Collected data entries
++++++++++

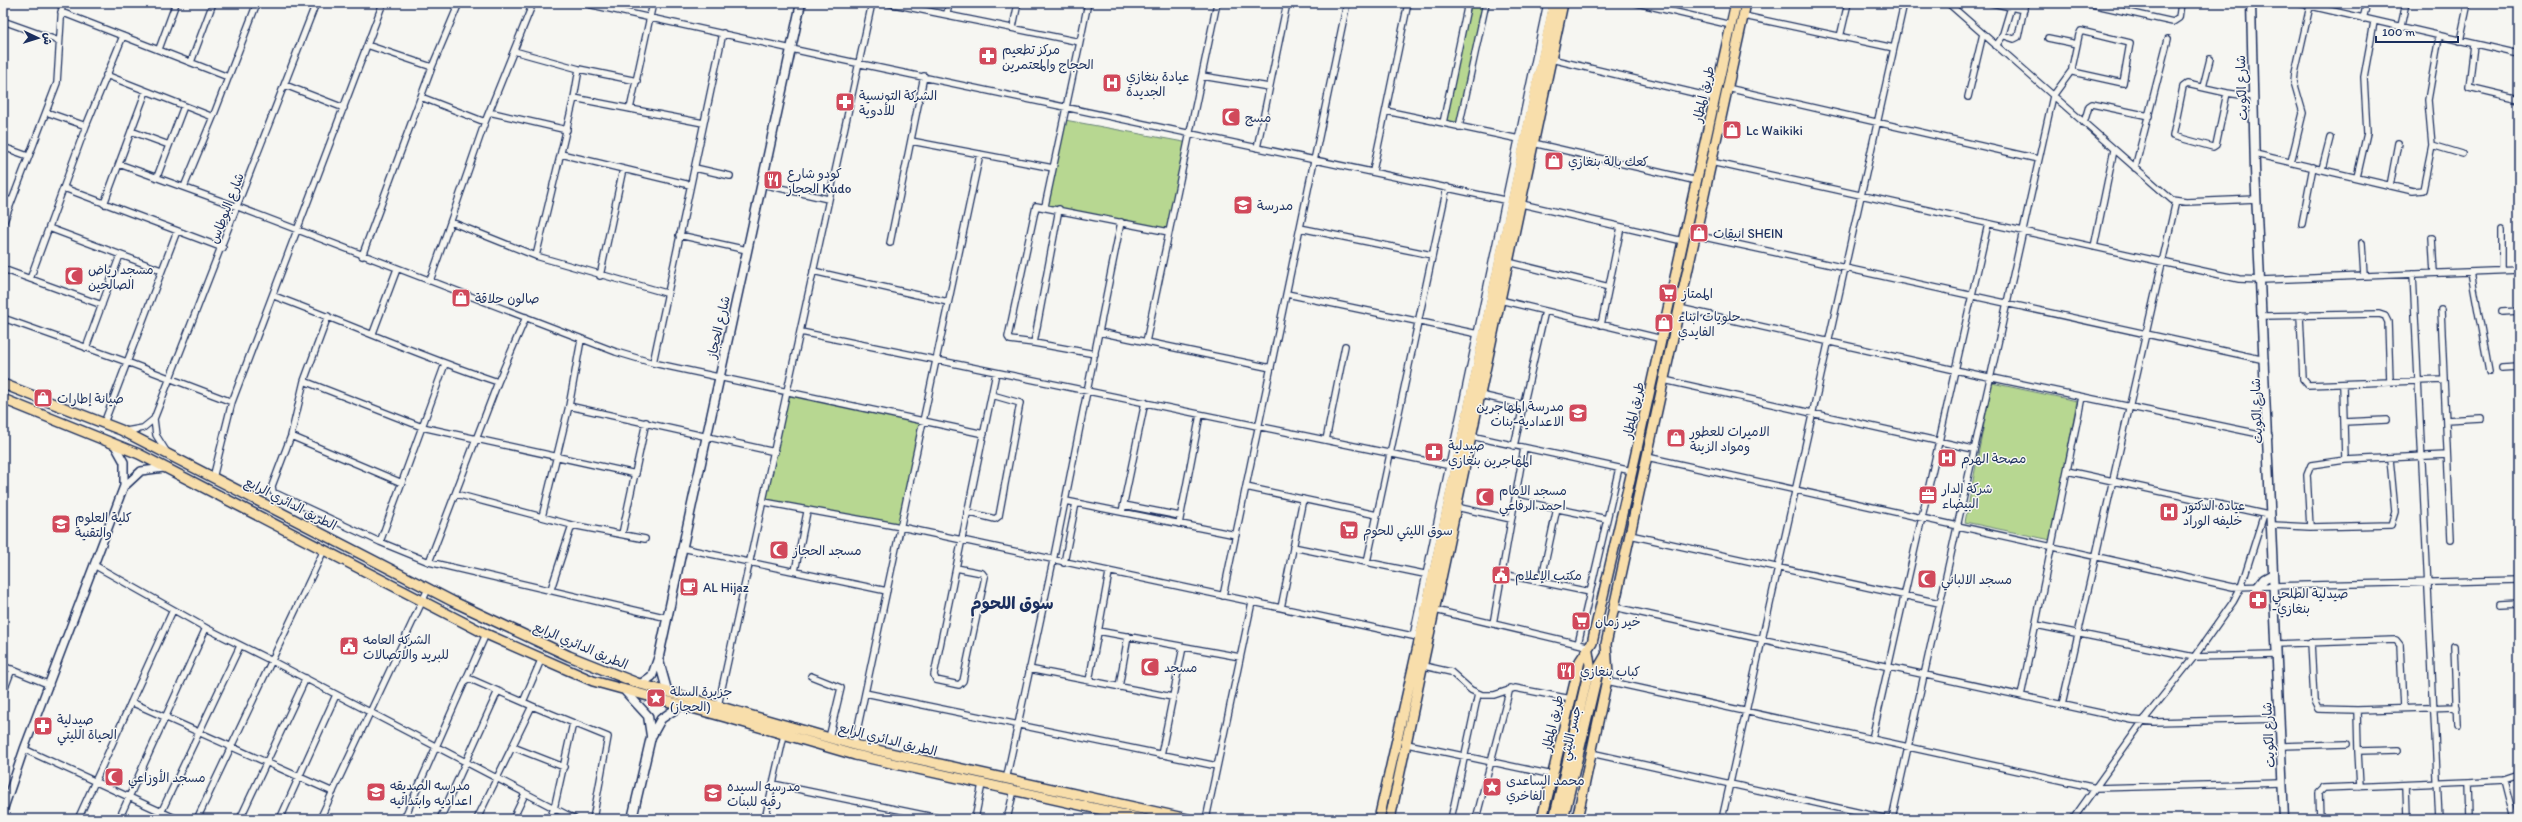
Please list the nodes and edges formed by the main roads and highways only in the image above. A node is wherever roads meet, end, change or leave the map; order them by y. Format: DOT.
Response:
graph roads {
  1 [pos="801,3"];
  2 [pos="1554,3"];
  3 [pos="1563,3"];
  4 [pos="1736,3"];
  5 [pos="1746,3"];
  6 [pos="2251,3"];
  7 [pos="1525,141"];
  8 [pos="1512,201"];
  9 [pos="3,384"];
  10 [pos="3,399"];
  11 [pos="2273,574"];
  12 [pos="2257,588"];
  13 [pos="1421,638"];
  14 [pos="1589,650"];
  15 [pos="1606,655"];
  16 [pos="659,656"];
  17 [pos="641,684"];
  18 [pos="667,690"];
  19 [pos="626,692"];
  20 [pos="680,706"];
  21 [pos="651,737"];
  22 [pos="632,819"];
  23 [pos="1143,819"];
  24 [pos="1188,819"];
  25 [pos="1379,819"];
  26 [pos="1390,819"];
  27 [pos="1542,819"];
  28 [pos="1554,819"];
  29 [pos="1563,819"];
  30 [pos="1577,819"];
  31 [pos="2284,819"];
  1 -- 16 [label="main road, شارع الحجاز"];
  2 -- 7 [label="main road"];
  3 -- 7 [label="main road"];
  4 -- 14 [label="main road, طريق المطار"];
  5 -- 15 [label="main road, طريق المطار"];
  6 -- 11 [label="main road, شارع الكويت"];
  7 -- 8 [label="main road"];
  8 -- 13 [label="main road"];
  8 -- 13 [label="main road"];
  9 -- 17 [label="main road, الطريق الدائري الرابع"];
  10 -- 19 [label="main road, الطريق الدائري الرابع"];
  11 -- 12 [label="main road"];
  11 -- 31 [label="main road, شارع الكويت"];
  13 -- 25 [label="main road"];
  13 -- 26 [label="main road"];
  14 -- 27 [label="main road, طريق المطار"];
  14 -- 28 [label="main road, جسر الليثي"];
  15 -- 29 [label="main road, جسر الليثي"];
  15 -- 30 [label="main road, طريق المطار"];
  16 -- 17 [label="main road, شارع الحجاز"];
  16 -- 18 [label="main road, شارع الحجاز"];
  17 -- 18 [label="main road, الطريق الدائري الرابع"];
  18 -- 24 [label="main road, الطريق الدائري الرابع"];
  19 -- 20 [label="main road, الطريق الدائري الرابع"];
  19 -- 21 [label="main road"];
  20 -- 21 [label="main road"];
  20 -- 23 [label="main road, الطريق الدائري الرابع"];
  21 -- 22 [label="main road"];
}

++++++++++

Activity:
Print every record exactly without the images.

Output for this exercise:
Please list the nodes and edges formed by the main roads and highways only in the image above. A node is wherever roads meet, end, change or leave the map; order them by y. Format: DOT.
Response:
graph roads {
  1 [pos="801,3"];
  2 [pos="1554,3"];
  3 [pos="1563,3"];
  4 [pos="1736,3"];
  5 [pos="1746,3"];
  6 [pos="2251,3"];
  7 [pos="1525,141"];
  8 [pos="1512,201"];
  9 [pos="3,384"];
  10 [pos="3,399"];
  11 [pos="2273,574"];
  12 [pos="2257,588"];
  13 [pos="1421,638"];
  14 [pos="1589,650"];
  15 [pos="1606,655"];
  16 [pos="659,656"];
  17 [pos="641,684"];
  18 [pos="667,690"];
  19 [pos="626,692"];
  20 [pos="680,706"];
  21 [pos="651,737"];
  22 [pos="632,819"];
  23 [pos="1143,819"];
  24 [pos="1188,819"];
  25 [pos="1379,819"];
  26 [pos="1390,819"];
  27 [pos="1542,819"];
  28 [pos="1554,819"];
  29 [pos="1563,819"];
  30 [pos="1577,819"];
  31 [pos="2284,819"];
  1 -- 16 [label="main road, شارع الحجاز"];
  2 -- 7 [label="main road"];
  3 -- 7 [label="main road"];
  4 -- 14 [label="main road, طريق المطار"];
  5 -- 15 [label="main road, طريق المطار"];
  6 -- 11 [label="main road, شارع الكويت"];
  7 -- 8 [label="main road"];
  8 -- 13 [label="main road"];
  8 -- 13 [label="main road"];
  9 -- 17 [label="main road, الطريق الدائري الرابع"];
  10 -- 19 [label="main road, الطريق الدائري الرابع"];
  11 -- 12 [label="main road"];
  11 -- 31 [label="main road, شارع الكويت"];
  13 -- 25 [label="main road"];
  13 -- 26 [label="main road"];
  14 -- 27 [label="main road, طريق المطار"];
  14 -- 28 [label="main road, جسر الليثي"];
  15 -- 29 [label="main road, جسر الليثي"];
  15 -- 30 [label="main road, طريق المطار"];
  16 -- 17 [label="main road, شارع الحجاز"];
  16 -- 18 [label="main road, شارع الحجاز"];
  17 -- 18 [label="main road, الطريق الدائري الرابع"];
  18 -- 24 [label="main road, الطريق الدائري الرابع"];
  19 -- 20 [label="main road, الطريق الدائري الرابع"];
  19 -- 21 [label="main road"];
  20 -- 21 [label="main road"];
  20 -- 23 [label="main road, الطريق الدائري الرابع"];
  21 -- 22 [label="main road"];
}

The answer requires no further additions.